Data records:

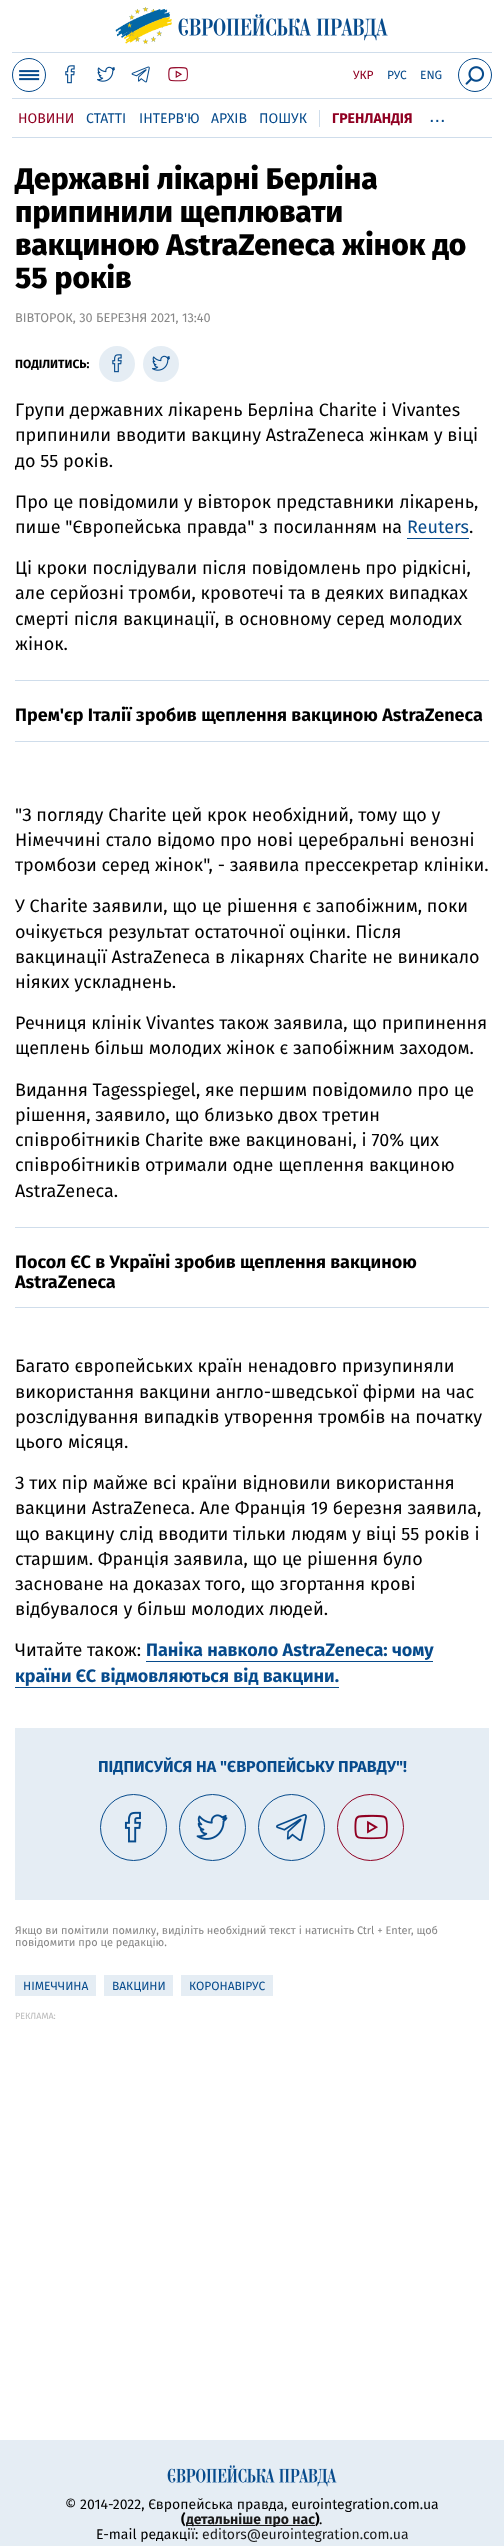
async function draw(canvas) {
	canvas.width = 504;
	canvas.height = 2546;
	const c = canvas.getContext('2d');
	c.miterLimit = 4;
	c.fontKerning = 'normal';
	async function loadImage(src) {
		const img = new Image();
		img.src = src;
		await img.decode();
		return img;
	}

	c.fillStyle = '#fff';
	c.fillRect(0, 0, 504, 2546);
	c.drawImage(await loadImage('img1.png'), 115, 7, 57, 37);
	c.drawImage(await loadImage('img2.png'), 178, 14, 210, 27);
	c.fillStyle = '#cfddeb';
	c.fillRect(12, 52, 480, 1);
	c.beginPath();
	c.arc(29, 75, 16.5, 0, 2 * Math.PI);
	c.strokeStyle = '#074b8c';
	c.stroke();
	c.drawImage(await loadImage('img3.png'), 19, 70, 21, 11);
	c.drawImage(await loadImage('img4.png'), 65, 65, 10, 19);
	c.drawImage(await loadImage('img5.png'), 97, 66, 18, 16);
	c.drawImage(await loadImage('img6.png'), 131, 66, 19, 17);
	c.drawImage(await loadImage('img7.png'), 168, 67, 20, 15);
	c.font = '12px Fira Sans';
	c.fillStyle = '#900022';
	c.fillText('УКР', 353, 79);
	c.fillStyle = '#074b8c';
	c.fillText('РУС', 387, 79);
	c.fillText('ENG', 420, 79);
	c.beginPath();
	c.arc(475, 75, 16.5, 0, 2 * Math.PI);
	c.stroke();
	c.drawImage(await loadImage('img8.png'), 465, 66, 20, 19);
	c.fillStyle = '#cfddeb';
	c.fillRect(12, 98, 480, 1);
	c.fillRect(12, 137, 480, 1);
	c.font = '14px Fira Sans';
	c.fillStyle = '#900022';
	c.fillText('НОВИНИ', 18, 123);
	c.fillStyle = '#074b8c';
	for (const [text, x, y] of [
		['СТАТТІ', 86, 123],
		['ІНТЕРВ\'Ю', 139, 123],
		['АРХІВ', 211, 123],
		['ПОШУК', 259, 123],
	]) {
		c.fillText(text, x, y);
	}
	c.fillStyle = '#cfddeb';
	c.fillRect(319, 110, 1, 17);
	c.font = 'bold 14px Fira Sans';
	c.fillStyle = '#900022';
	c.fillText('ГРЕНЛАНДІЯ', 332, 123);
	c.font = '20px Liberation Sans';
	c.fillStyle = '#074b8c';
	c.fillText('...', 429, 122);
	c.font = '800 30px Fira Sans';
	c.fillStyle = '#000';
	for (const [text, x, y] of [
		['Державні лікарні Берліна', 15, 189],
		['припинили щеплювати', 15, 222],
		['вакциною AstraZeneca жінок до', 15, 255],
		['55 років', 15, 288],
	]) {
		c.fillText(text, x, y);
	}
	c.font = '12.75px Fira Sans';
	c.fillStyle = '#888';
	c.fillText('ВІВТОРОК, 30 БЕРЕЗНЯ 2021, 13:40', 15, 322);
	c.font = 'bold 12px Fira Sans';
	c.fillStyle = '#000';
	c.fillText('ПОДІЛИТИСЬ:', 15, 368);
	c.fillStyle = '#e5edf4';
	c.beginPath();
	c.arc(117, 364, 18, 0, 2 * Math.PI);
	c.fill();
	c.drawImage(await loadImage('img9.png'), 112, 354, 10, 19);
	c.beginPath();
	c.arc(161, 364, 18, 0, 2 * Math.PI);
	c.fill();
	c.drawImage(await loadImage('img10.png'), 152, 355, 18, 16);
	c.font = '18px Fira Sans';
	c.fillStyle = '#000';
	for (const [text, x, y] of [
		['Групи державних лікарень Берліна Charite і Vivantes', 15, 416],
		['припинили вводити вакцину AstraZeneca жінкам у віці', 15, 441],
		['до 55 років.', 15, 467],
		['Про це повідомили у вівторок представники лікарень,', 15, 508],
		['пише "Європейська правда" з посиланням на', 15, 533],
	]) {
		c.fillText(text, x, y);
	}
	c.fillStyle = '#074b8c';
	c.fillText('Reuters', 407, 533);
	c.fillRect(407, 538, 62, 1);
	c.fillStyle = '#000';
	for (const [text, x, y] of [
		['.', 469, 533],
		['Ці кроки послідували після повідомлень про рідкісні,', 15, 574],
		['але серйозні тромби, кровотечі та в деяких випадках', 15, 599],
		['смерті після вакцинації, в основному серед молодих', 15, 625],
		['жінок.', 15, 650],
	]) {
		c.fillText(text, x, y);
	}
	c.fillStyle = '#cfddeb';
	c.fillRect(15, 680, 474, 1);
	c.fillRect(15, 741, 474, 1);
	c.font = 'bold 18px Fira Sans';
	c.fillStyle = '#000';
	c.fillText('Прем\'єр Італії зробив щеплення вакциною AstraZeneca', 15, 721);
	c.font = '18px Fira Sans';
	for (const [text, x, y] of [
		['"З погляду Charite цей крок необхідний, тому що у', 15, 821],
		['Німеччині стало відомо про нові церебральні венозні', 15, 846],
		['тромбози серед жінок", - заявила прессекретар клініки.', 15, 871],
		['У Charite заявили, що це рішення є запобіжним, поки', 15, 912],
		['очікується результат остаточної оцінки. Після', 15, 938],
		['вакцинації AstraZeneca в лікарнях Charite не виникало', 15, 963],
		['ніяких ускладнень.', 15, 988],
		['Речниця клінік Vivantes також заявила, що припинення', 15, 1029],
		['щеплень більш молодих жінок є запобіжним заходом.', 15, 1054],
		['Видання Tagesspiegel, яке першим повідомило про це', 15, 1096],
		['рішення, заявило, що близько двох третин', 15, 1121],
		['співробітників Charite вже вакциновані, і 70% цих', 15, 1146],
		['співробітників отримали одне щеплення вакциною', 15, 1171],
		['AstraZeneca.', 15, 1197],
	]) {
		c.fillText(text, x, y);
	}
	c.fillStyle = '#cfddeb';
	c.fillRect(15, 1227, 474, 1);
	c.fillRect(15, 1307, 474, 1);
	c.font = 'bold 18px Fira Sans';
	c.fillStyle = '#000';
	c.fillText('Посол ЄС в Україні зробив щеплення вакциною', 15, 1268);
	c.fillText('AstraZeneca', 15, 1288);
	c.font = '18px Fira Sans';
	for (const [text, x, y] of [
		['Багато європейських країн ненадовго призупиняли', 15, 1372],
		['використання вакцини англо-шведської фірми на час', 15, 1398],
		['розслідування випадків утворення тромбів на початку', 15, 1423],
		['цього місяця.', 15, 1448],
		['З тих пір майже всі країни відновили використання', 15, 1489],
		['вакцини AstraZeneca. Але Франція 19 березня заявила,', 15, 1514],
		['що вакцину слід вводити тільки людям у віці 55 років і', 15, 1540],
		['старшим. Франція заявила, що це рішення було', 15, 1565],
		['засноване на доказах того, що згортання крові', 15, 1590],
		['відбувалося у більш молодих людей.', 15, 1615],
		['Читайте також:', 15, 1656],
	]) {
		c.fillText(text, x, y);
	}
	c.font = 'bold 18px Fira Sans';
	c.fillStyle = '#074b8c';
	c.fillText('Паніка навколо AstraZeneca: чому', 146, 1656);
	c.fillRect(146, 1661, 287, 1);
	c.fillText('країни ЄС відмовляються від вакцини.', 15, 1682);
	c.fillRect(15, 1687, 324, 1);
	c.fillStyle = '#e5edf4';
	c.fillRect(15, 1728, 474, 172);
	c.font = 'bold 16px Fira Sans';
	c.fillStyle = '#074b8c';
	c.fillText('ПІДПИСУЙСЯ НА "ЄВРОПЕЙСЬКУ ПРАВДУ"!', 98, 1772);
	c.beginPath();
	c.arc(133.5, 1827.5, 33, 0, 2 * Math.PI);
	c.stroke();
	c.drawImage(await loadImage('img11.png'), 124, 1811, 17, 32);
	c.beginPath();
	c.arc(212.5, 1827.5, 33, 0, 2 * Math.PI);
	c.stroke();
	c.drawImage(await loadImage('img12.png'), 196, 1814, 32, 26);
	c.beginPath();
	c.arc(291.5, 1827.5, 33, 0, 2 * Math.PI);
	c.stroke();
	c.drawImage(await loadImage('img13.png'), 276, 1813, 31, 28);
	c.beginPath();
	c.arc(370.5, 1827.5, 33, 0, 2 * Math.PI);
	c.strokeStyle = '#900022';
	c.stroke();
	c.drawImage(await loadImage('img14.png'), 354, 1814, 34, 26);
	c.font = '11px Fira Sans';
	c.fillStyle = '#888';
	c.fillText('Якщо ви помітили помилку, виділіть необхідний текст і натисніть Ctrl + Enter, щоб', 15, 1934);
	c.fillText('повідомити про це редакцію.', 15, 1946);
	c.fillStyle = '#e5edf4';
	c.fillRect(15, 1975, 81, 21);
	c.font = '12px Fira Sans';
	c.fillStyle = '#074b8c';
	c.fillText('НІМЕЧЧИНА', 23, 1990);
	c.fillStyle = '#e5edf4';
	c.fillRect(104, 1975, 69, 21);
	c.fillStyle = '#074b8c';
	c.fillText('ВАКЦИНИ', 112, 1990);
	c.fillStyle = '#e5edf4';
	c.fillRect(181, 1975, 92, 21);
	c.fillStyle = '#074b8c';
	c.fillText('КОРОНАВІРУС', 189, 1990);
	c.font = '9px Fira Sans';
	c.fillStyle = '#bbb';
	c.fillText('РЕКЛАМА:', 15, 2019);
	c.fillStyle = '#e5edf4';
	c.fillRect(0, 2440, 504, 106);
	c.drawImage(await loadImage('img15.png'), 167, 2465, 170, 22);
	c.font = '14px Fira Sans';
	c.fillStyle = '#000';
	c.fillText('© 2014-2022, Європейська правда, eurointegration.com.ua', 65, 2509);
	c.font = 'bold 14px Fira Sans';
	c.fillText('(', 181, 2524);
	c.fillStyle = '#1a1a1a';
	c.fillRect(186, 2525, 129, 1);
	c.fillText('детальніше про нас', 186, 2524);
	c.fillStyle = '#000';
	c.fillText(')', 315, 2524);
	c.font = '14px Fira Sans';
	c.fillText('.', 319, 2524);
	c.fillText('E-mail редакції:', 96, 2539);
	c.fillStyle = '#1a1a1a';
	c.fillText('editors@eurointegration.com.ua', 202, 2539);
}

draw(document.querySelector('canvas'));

About this exercise: Reproduce the opening lines of the material above exactly, ending with the line that contains "c.drawImage(await loadImage('img1.png'), 115, 7, 57, 37);". Omit every picture.

Solution to this task:
async function draw(canvas) {
	canvas.width = 504;
	canvas.height = 2546;
	const c = canvas.getContext('2d');
	c.miterLimit = 4;
	c.fontKerning = 'normal';
	async function loadImage(src) {
		const img = new Image();
		img.src = src;
		await img.decode();
		return img;
	}

	c.fillStyle = '#fff';
	c.fillRect(0, 0, 504, 2546);
	c.drawImage(await loadImage('img1.png'), 115, 7, 57, 37);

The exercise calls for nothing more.